What is required: Word for word, copy out the data below, omitting pictures.

Excerpted records:
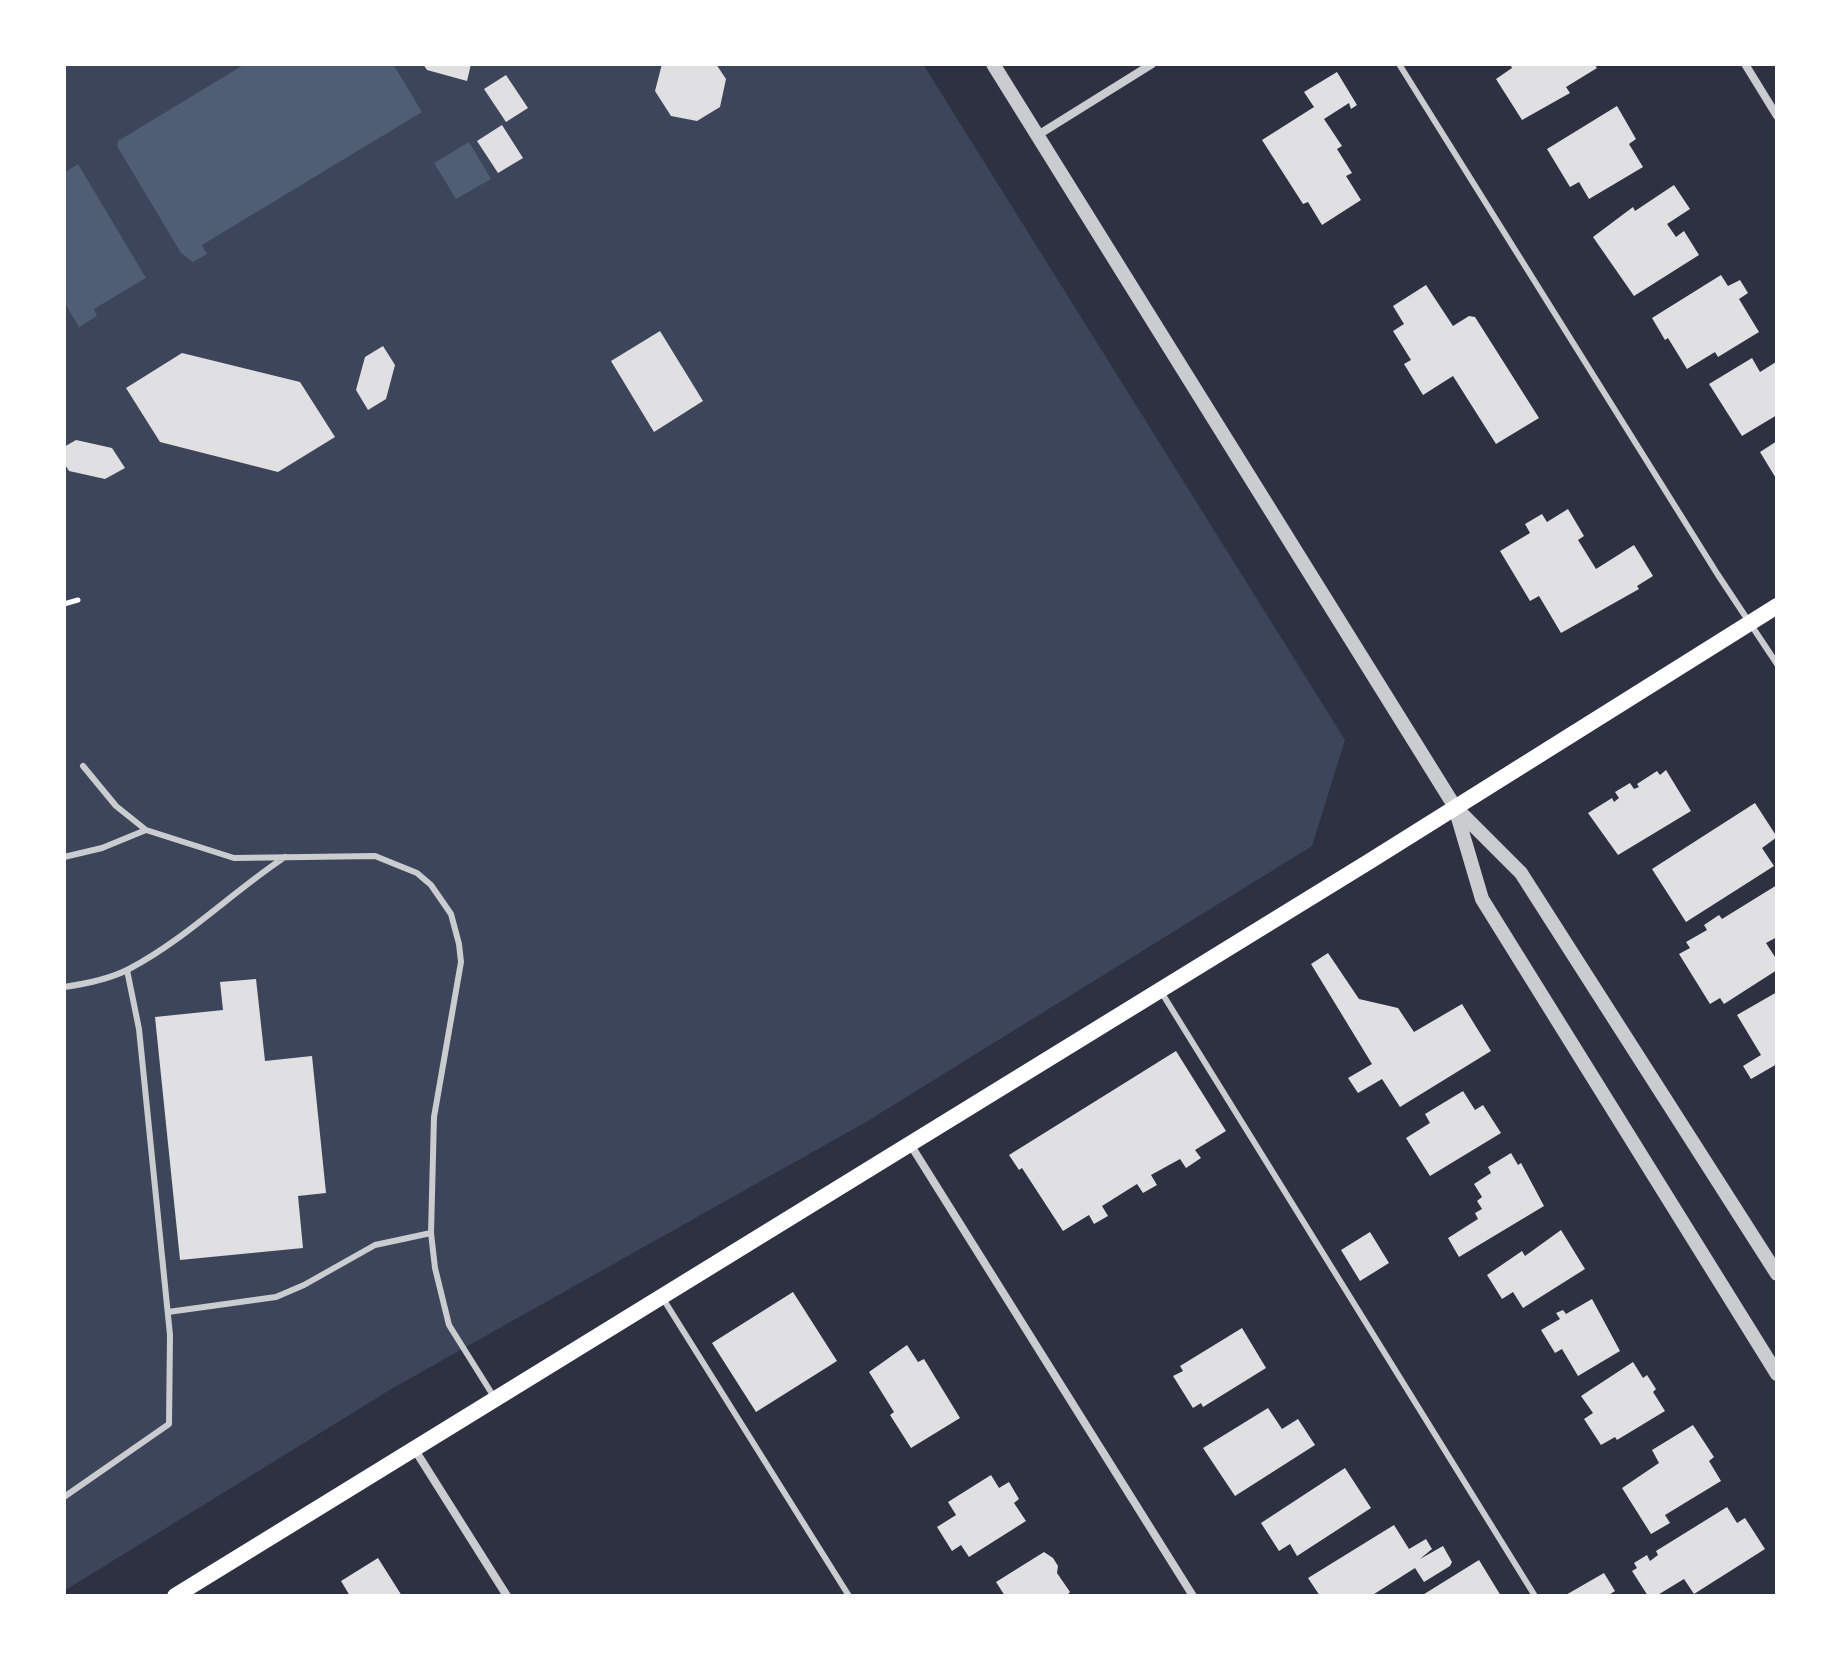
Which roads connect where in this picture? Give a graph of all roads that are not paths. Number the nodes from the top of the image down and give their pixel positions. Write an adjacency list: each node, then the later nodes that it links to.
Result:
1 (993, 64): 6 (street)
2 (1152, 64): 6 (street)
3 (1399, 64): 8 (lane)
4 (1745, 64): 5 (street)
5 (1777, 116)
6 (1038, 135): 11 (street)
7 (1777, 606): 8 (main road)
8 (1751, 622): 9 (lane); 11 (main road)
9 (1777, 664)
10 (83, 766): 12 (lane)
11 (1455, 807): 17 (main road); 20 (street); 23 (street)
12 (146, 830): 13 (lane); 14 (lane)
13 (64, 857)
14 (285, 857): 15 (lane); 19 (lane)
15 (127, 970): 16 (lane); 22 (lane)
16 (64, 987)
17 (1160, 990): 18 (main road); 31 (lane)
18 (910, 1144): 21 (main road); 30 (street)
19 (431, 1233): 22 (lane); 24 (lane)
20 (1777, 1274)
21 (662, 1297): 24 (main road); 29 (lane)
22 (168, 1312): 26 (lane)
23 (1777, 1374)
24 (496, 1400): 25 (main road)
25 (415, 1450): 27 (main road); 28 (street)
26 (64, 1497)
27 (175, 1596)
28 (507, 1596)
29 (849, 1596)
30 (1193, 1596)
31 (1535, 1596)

Reply:
Which roads connect where in this picture? Give a graph of all roads that are not paths. Number the nodes from the top of the image down and give their pixel positions. Write an adjacency list: each node, then the later nodes that it links to.
Result:
1 (993, 64): 6 (street)
2 (1152, 64): 6 (street)
3 (1399, 64): 8 (lane)
4 (1745, 64): 5 (street)
5 (1777, 116)
6 (1038, 135): 11 (street)
7 (1777, 606): 8 (main road)
8 (1751, 622): 9 (lane); 11 (main road)
9 (1777, 664)
10 (83, 766): 12 (lane)
11 (1455, 807): 17 (main road); 20 (street); 23 (street)
12 (146, 830): 13 (lane); 14 (lane)
13 (64, 857)
14 (285, 857): 15 (lane); 19 (lane)
15 (127, 970): 16 (lane); 22 (lane)
16 (64, 987)
17 (1160, 990): 18 (main road); 31 (lane)
18 (910, 1144): 21 (main road); 30 (street)
19 (431, 1233): 22 (lane); 24 (lane)
20 (1777, 1274)
21 (662, 1297): 24 (main road); 29 (lane)
22 (168, 1312): 26 (lane)
23 (1777, 1374)
24 (496, 1400): 25 (main road)
25 (415, 1450): 27 (main road); 28 (street)
26 (64, 1497)
27 (175, 1596)
28 (507, 1596)
29 (849, 1596)
30 (1193, 1596)
31 (1535, 1596)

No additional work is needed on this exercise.